­El veterano actor Héctor Alterio protagoniza la obra El padre, una «farsa trágica» en la que encarna a un enfermo de alzheimer. El montaje, dirigido por José Carlos Plaza y cuyo reparto completan Ana Labordeta, Luis Rallo, Miguel Hermoso, Zaira Montes y María González, se representa el sábado (20.00 horas) y el domingo (19.00 horas) en el Teatro Cervantes.

Muchos de los enfermos de alzheimer no son conscientes de su propia enfermedad. ¿Lo es su personaje?

No. No tiene conciencia de la enfermedad. Sufren más los que están a su alrededor que él mismo. Esta enfermedad es un pozo negro interminable. Y no hay manera de encontrarle la vuelta. Hay mucha investigación sobre ella, pero todavía no se ha logrado detectar mínimamente qué es lo que ocurre en las cabezas de los enfermos de alzheimer.

Una tragedia que en no pocas ocasiones provoca situaciones tristemente cómicas.

Claro, el autor de la obra, Florian Zeller, ha encontrado una manera de escenificar los pensamientos de este hombre que también provoca situaciones que rayan lo humorístico. De hecho, Zeller definió la obra con el subtítulo de «farsa trágica». Los enfermos de alzheimer dicen barbaridades, reaccionan de forma inesperada y se enojan con quienes no tienen que enojarse. Y también surge el humor. En cierta medida, el público agradece esas notas cómicas que sirven de válvula de escape.

Uno de los grandes temores de un actor de teatro es olvidarse del texto sobre el escenario. ¿Meterse en la piel de este personaje le ha hecho reflexionar sobre ello?
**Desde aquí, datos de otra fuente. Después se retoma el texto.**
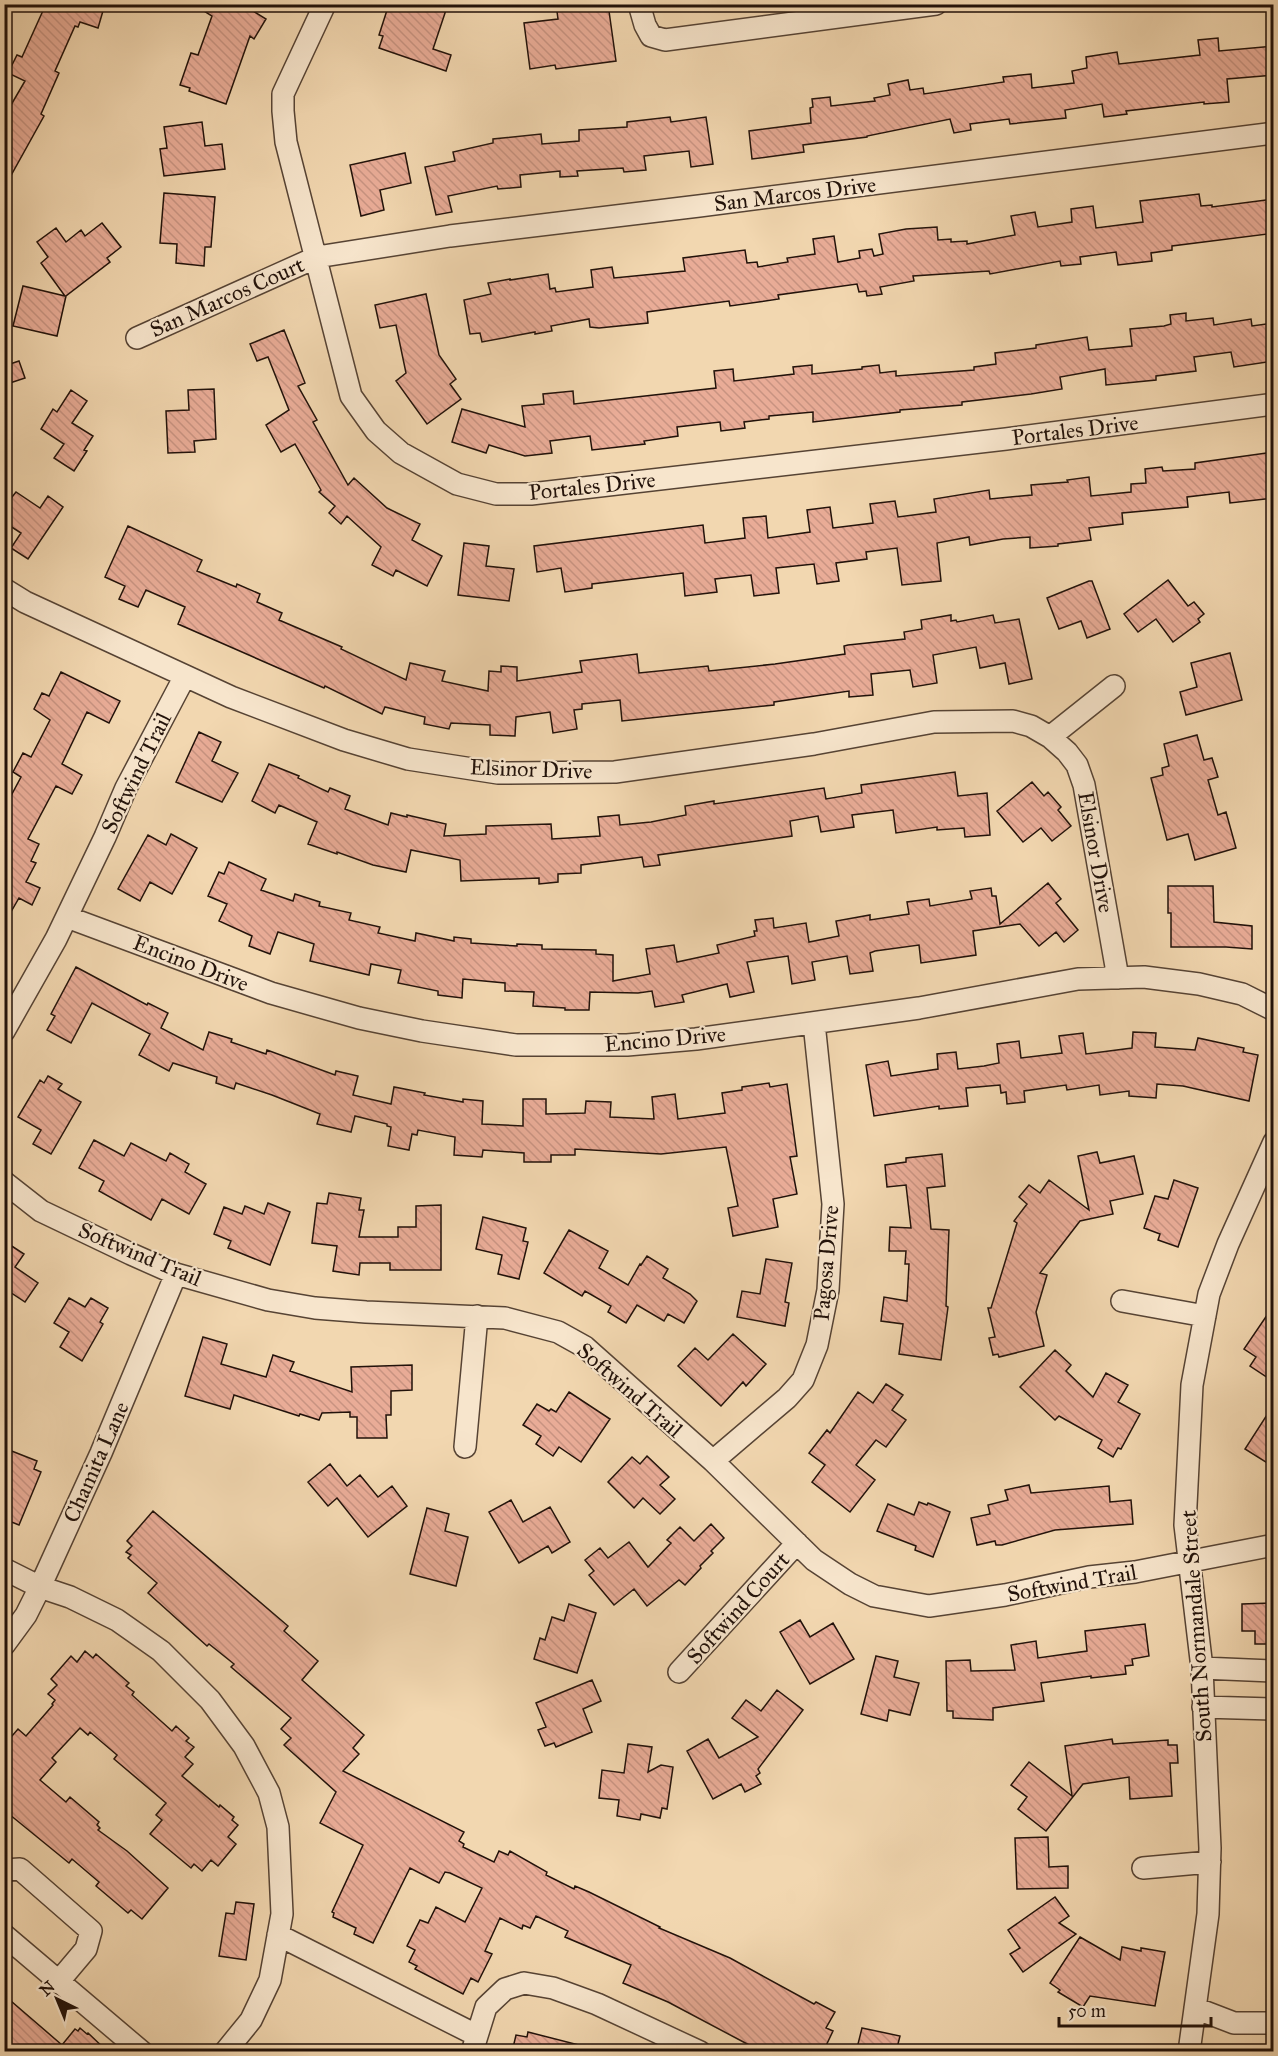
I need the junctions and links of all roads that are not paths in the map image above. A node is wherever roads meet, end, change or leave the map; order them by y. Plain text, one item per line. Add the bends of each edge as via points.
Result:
1 (325, 4) edge
2 (639, 4) edge
3 (936, 4) edge
4 (1274, 133) edge
5 (317, 257) junction
6 (137, 338) dead end
7 (1274, 404) edge
8 (4, 589) edge
9 (185, 676) junction
10 (1114, 686) dead end
11 (1050, 737) junction
12 (67, 917) junction
13 (1118, 978) junction
14 (1274, 1010) edge
15 (814, 1023) junction
16 (4, 1031) edge
17 (1274, 1142) edge
18 (4, 1182) edge
19 (176, 1274) junction
20 (1122, 1301) dead end
21 (477, 1316) junction
22 (1205, 1316) junction
23 (465, 1447) dead end
24 (713, 1461) junction
25 (796, 1543) junction
26 (1274, 1545) edge
27 (1189, 1562) junction
28 (11, 1572) edge
29 (40, 1587) junction
30 (4, 1645) edge
31 (1202, 1668) junction
32 (1274, 1671) edge
33 (678, 1672) dead end
34 (1203, 1707) junction
35 (1274, 1709) edge
36 (1210, 1862) junction
37 (1143, 1868) dead end
38 (4, 1870) edge
39 (4, 1935) edge
40 (278, 1935) junction
41 (59, 1981) junction
42 (1195, 2008) junction
43 (1274, 2023) edge
44 (474, 2043) edge
45 (142, 2052) edge
46 (225, 2052) edge
47 (700, 2052) edge
48 (1189, 2052) edge

1 - 5 street, Portales Drive via 283,94 286,142
2 - 3 street via 651,36 665,40
4 - 5 street, San Marcos Drive via 450,236
5 - 6 street, San Marcos Court
5 - 7 street, Portales Drive via 351,396 376,431 401,453 457,484 496,494 543,493
8 - 9 street, Elsinor Drive
9 - 11 street, Elsinor Drive via 344,740 408,759 498,773 615,772 814,744 934,722 1013,721
9 - 12 street, Softwind Trail via 126,788
10 - 11 street
11 - 13 street, Elsinor Drive via 1077,765 1084,785
12 - 15 street, Encino Drive via 271,993 359,1018 516,1045 627,1046
12 - 16 street, Softwind Trail
13 - 14 street, Encino Drive via 1198,984 1242,994
13 - 15 street, Encino Drive via 1078,979
15 - 24 street, Pagosa Drive via 833,1204 828,1290 817,1345 803,1380 787,1398
17 - 22 street, South Normandale Street via 1228,1244
18 - 19 street, Softwind Trail via 41,1211
19 - 21 street, Softwind Trail via 268,1300 315,1308
19 - 29 street, Chamita Lane
20 - 22 street
21 - 23 street
21 - 24 street, Softwind Trail via 505,1318 558,1332 585,1347
22 - 27 street, South Normandale Street via 1192,1385 1185,1525
24 - 25 street, Softwind Trail
25 - 27 street, Softwind Trail via 814,1560 874,1596 929,1606
25 - 33 street, Softwind Court
26 - 27 street, Softwind Trail
27 - 31 street, South Normandale Street
28 - 29 street
29 - 30 street, Chamita Lane
29 - 40 street via 117,1620 161,1651 210,1700 244,1746 269,1793 278,1827 282,1914
31 - 32 street
31 - 34 street, South Normandale Street
34 - 35 street
34 - 36 street, South Normandale Street
36 - 37 street
36 - 42 street, South Normandale Street via 1208,1914
38 - 41 street via 20,1869 91,1931 86,1949
39 - 41 street
40 - 44 street
40 - 46 street via 270,1980 251,2020
41 - 45 street
42 - 43 street via 1234,2024
42 - 48 street, South Normandale Street
44 - 47 street via 486,2007 505,1989 524,1983 553,1988 597,2004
A mis 87 años, en cualquier momento me puede caer a mí esa lotería. Sería el acabose; el final de todo. En mi caso es algo que no tengo en cuenta. Puede ocurrir que uno se quede en blanco, algo que sólo me ha pasado una vez. Pero no es algo que me ocasione problemas. Se sabe que puede ocurrir, como puede ocurrir la muerte, que es inevitable, pero uno no sabe cuándo. No hay fecha determinada para una enfermedad o para la muerte. Tampoco la hay para que te ocurra un accidente que no te permita moverte.

¿No cree que debe ser terrible vivir sin recuerdos?

Es una tragedia que una madre no reconozca a un hijo y al contrario. Es una situación que he vivido. En la película El hijo de la novia, el personaje de Norma Aleandro, que hacía de mi mujer, padecía de alzheimer. Y para que tuviese un acercamiento y una familiaridad sobre la enfermedad, Juan José Campanella [el director del filme], me llevó a ver a su madre, que sufría alzheimer, a una residencia. Cuando llegamos nos posibilitaron dar un paseo por los alrededores de la residencia. Íbamos los tres caminando cuando, de repente, ella se detuvo y dijo: «¡Ay, si me viera mi papá!». Parecía que de pronto se le despertó una cosa que la retrotrajo a su infancia. Tengo que decir que eso me impactó y conmovió muchísimo. También, cuando llegamos de vuelta, se negó a volver a entrar. Y no hubo manera de convencerla. Esos dos detalles me marcaron muchísimo. Fue la primera vez que tuve un conocimiento cercano de esa enfermedad.

¿No cree que la sociedad también tiene una memoria frágil, muy olvidadiza?

Algunos utilizan la desmemoria como pretexto, como los que deben dinero y se olvidan de pagar. En los países también ocurre. No olvidemos, por ejemplo, que en mi país hubo un gobierno terrible que me obligó hace más de cuarenta años a venirme a vivir a España. Pero la pérdida de memoria real sería no trasmitirlo para que no vuelva a suceder.

Estar amenazado de muerte por la Triple A es algo que no se olvida.

Y después de la Triple A vino el gobierno militar. No sabría decir qué era peor. Por eso no pude pisar Argentina durante casi una década. Son cosas de las que no me olvido. Al menos para que se sepa que eso ocurrió.

La obra también reflexiona sobre la vejez, una etapa de la vida a la que no habría que mirar con miedo...

No. Porque eso sería como doblegarse y a la vez desaprovechar lo poco que queda con lamentos.

¿Qué opina de que el 40% de los españoles no lea nada ni le interese la cultura?

Se lee poco, es verdad. Están todos con el móvil. Antes, cuando la gente se reunía en un bar, lo primero que sacaban del bolsillo era el tabaco. Ahora lo primero que se saca es el móvil. Y las conversaciones se desarrollan con el ojo puesto en el teléfono.